Independent two-group Mann-Whitney U Test was used to find the GO-BP terms that are significantly associated with any of the selected phenotypes (i.e., intellectual disability, hypotonia, global developmental delay, microcephaly, gait ataxia, autism/autistic behavior, seizure, and scoliosis). This was done using both the signed and unsigned -log10 P values of the GSEA as the dependent variables. Moreover, Fisher’s exact test was applied to identify which genes have a higher likelihood of being differentially expressed (i.e., P value < 0.05) for each of selected phenotypes. Protein-protein and gene-gene relationships were retrieved from GeneMANIA51 (version 3.5.3).

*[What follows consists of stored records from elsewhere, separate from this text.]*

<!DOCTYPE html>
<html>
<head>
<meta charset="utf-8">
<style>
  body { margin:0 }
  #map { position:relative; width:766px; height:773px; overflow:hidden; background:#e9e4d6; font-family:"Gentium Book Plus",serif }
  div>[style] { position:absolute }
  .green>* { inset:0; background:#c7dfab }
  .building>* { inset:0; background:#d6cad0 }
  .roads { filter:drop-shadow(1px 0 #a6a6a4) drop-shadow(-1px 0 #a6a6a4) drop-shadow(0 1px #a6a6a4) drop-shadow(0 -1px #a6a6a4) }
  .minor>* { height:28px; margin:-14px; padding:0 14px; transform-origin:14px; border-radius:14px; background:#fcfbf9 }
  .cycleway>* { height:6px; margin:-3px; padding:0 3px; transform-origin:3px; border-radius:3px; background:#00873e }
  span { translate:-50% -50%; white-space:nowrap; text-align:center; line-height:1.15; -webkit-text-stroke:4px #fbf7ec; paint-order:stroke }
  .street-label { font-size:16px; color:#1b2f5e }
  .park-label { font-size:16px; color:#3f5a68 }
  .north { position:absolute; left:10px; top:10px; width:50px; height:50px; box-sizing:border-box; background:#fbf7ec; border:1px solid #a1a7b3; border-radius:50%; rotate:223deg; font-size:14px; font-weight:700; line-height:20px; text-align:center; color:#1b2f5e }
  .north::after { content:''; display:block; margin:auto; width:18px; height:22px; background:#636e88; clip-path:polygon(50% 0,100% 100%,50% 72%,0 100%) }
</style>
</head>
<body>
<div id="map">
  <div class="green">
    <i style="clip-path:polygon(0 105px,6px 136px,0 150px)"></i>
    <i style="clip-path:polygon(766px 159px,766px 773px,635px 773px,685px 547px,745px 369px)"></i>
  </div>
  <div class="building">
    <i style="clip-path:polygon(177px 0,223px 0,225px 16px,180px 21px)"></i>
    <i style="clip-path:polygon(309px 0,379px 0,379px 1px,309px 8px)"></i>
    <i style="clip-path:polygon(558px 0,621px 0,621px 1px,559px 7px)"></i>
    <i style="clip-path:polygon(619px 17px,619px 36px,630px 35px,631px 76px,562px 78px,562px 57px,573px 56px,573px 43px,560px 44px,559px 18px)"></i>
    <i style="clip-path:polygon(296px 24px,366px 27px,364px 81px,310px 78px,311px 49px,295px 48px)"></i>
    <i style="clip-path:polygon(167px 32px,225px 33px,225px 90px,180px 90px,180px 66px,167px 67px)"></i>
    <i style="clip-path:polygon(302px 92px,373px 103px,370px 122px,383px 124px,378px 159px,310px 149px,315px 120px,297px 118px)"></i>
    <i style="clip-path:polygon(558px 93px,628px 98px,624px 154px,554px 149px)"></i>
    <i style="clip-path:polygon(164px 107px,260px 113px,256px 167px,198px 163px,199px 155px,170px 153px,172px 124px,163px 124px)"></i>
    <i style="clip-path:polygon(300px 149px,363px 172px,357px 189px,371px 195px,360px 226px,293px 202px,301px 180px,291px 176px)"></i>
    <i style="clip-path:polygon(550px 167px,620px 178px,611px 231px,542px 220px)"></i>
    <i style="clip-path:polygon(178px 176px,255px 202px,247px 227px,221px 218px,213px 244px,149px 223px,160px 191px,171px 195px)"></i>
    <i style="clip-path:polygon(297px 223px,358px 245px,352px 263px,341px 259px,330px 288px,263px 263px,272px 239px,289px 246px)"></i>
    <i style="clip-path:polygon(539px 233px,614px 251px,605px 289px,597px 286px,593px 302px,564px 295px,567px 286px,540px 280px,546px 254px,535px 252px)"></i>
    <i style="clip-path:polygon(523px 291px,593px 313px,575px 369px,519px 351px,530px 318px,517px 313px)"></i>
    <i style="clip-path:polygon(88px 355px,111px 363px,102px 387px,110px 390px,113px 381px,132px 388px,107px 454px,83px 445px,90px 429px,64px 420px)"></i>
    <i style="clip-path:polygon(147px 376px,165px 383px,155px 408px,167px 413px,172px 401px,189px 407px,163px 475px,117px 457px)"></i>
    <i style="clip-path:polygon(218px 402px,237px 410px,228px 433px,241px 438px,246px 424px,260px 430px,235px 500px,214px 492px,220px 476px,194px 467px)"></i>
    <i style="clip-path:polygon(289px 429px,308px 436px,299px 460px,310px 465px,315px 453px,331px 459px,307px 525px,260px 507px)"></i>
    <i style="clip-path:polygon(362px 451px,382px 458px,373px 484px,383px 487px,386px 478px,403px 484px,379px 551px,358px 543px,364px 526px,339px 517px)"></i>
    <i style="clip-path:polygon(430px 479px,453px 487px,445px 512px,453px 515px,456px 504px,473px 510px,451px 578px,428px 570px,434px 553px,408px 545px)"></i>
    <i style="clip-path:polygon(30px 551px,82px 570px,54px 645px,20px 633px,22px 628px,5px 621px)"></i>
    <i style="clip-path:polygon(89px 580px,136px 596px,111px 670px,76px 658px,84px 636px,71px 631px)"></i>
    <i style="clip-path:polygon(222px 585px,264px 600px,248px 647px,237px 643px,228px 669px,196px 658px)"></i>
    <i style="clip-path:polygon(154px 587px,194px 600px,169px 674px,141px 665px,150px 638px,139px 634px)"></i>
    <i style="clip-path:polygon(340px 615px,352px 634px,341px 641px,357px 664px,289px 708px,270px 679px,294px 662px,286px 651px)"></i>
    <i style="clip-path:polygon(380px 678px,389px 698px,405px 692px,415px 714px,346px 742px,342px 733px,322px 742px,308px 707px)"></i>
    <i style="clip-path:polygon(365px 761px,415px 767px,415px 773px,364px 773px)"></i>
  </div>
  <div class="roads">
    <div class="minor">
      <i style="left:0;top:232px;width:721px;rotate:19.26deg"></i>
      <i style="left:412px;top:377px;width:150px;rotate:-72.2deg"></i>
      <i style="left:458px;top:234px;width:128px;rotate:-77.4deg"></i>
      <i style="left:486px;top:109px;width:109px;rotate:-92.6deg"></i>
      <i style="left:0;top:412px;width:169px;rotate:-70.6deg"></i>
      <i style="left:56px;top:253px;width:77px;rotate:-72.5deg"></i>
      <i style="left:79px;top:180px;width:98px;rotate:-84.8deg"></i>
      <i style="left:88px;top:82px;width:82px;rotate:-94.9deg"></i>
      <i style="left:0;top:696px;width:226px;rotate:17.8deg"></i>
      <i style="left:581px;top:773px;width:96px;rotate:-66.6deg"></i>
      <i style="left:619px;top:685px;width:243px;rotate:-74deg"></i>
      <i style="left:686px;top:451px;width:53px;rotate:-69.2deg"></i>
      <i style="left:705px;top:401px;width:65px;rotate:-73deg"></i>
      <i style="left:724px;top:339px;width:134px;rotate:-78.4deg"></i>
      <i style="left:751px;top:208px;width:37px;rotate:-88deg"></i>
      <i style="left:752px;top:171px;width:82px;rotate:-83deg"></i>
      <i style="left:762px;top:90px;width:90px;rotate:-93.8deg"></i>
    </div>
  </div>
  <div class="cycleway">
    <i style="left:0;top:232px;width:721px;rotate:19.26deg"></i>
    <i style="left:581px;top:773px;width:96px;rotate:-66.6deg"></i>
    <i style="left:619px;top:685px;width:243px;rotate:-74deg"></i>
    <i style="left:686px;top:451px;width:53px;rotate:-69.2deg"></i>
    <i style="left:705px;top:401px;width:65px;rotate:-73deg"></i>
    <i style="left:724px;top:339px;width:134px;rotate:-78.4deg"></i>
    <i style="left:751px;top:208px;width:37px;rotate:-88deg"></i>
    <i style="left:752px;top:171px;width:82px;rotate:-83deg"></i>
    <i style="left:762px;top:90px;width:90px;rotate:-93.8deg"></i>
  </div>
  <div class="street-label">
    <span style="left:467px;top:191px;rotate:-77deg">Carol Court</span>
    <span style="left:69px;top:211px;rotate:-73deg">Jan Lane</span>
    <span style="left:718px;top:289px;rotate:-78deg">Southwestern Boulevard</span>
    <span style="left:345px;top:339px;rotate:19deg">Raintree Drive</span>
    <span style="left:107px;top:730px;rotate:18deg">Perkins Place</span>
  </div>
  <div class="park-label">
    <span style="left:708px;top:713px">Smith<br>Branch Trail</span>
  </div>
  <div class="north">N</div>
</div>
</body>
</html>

Brain region and cell type-specificity

The brain region-specificity of genes of interest was assessed using the six available brain RNA expression datasets from the Human Protein Atlas11 (version 24.0): HPA (Human), FANTOM, GTEx, HPA (Pig), HPA (Mouse), and Allen Mouse Brain Atlas. The RNA expression levels for each brain region were expressed in normalized transcript per million values. Only for the Allen Mouse Brain Atlas, the expression energy was used as a measure of RNA expression levels. Moreover, the cell type-specific expression profile of genes of interest was assessed using the processed scRNA-seq data from the Human Brain Atlas8 (version 1.0). Finally, the single-cell expression profile of LHX1 and LHX5 during the first trimester of the developing human brain was assessed using the processed scRNA-seq data from Braun et al.10.

Shiny app

An online application for the visualization of the collected NDD transcriptomics data was created using the Shiny (version 1.9.1) R package. The application is hosted on the shinyapps.io server and is accessible via the following weblink: https://SyNUM.shinyapps.io/NDD-transcriptomic-atlas/.

Statistics and reproducibility

All statistical analyses were performed using the R programming language version 4.4.2. The codes used for the analyses are publicly available on GitHub (https://github.com/SyNUM-lab/NDD-transcriptomics) and Zenodo (https://doi.org/10.5281/zenodo.15528341).

Reporting summary

Further information on research design is available in the Nature Portfolio Reporting Summary linked to this article.